▶ _Problem description_
Identify each line below that contains the word "nodes", and copy it out.

──────── Records to use

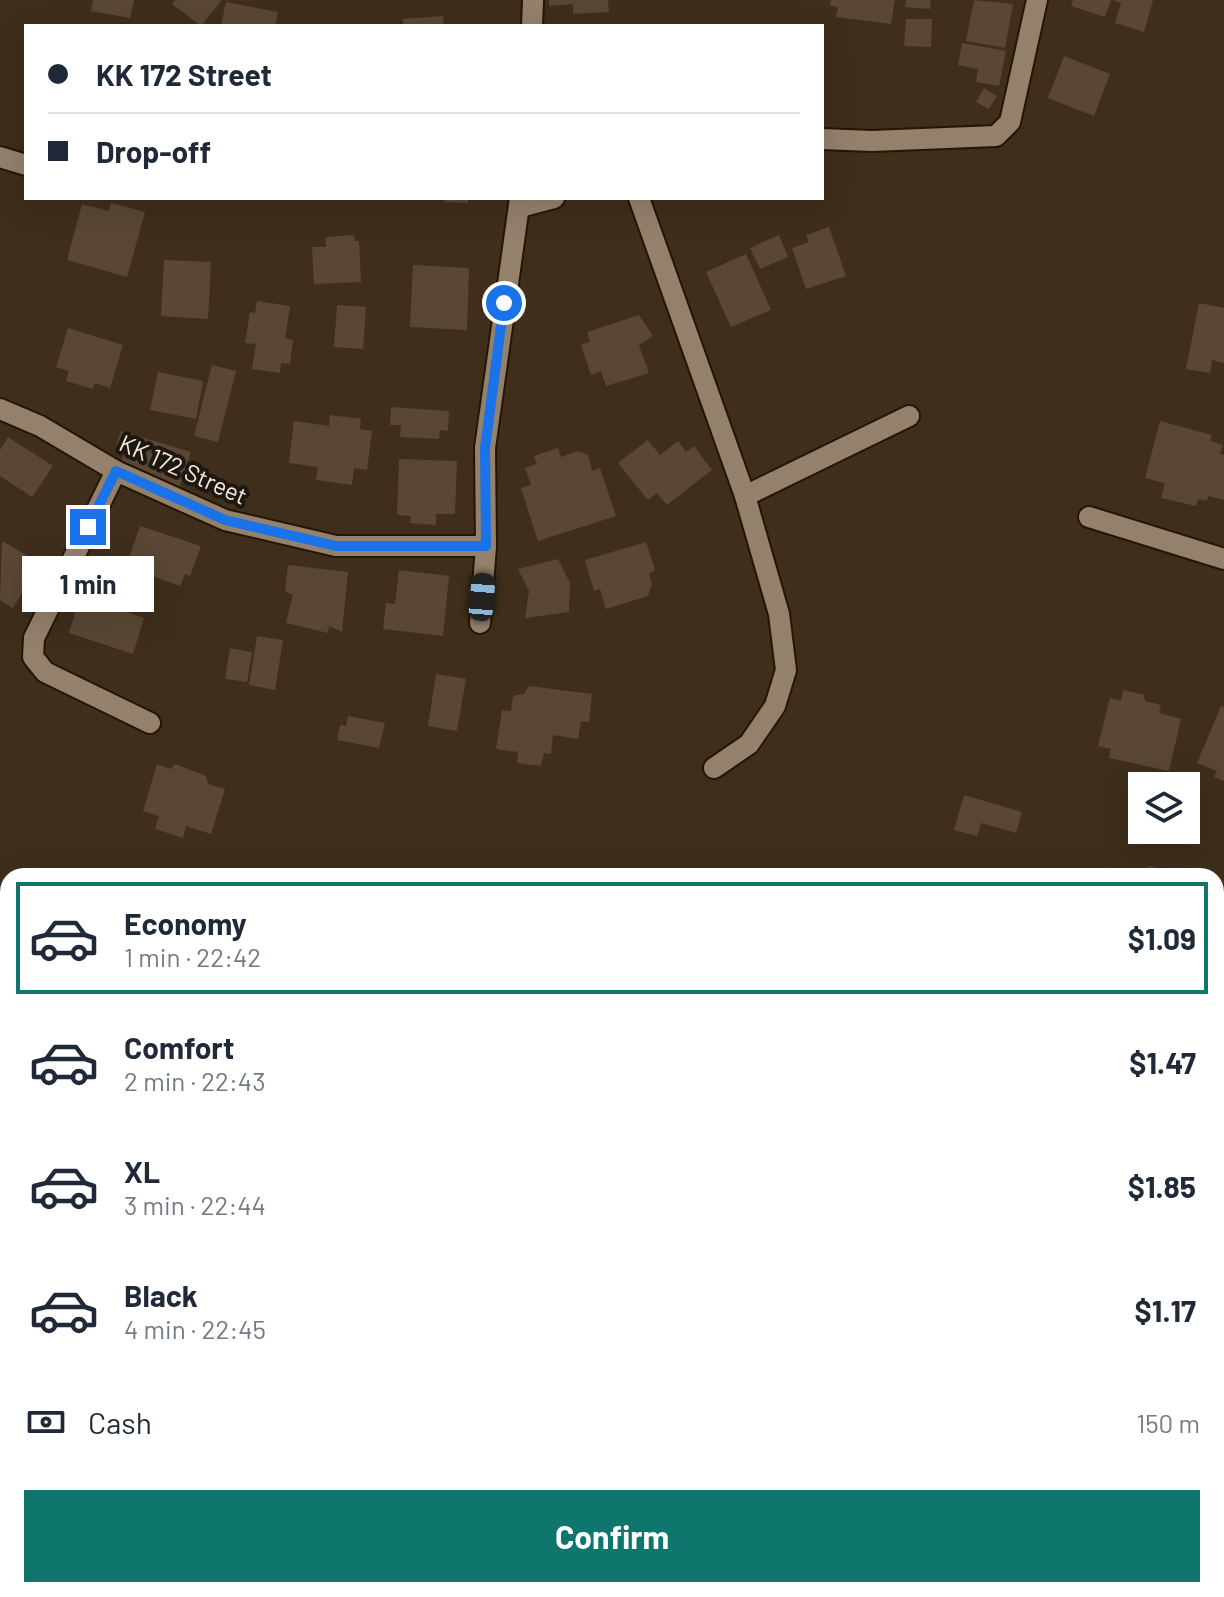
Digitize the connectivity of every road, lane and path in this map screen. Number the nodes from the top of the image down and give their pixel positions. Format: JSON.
{"nodes":[{"id":1,"x":533,"y":0,"type":"edge"},
{"id":2,"x":1037,"y":0,"type":"edge"},
{"id":3,"x":532,"y":24,"type":"edge"},
{"id":4,"x":824,"y":139,"type":"edge"},
{"id":5,"x":0,"y":157,"type":"edge"},
{"id":6,"x":24,"y":164,"type":"edge"},
{"id":7,"x":640,"y":200,"type":"edge"},
{"id":8,"x":520,"y":202,"type":"edge"},
{"id":9,"x":0,"y":409,"type":"edge"},
{"id":10,"x":909,"y":416,"type":"dead end"},
{"id":11,"x":116,"y":471,"type":"junction"},
{"id":12,"x":745,"y":496,"type":"junction"},
{"id":13,"x":1089,"y":517,"type":"dead end"},
{"id":14,"x":486,"y":546,"type":"junction"},
{"id":15,"x":1224,"y":559,"type":"edge"},
{"id":16,"x":480,"y":623,"type":"dead end"},
{"id":17,"x":150,"y":723,"type":"dead end"},
{"id":18,"x":714,"y":768,"type":"dead end"}],
"edges":[{"from":1,"to":3,"type":"street"},
{"from":2,"to":4,"type":"street"},
{"from":5,"to":6,"type":"street"},
{"from":7,"to":12,"type":"street"},
{"from":8,"to":14,"type":"street"},
{"from":9,"to":11,"type":"street","name":"KK 172 Street"},
{"from":10,"to":12,"type":"street"},
{"from":11,"to":14,"type":"street","name":"KK 172 Street"},
{"from":11,"to":17,"type":"street"},
{"from":12,"to":18,"type":"street"},
{"from":13,"to":15,"type":"street"},
{"from":14,"to":16,"type":"street"}]}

────────────────

▶ _Finished task_
Digitize the connectivity of every road, lane and path in this map screen. Number the nodes from the top of the image down and give their pixel positions. Format: JSON.
{"nodes":[{"id":1,"x":533,"y":0,"type":"edge"},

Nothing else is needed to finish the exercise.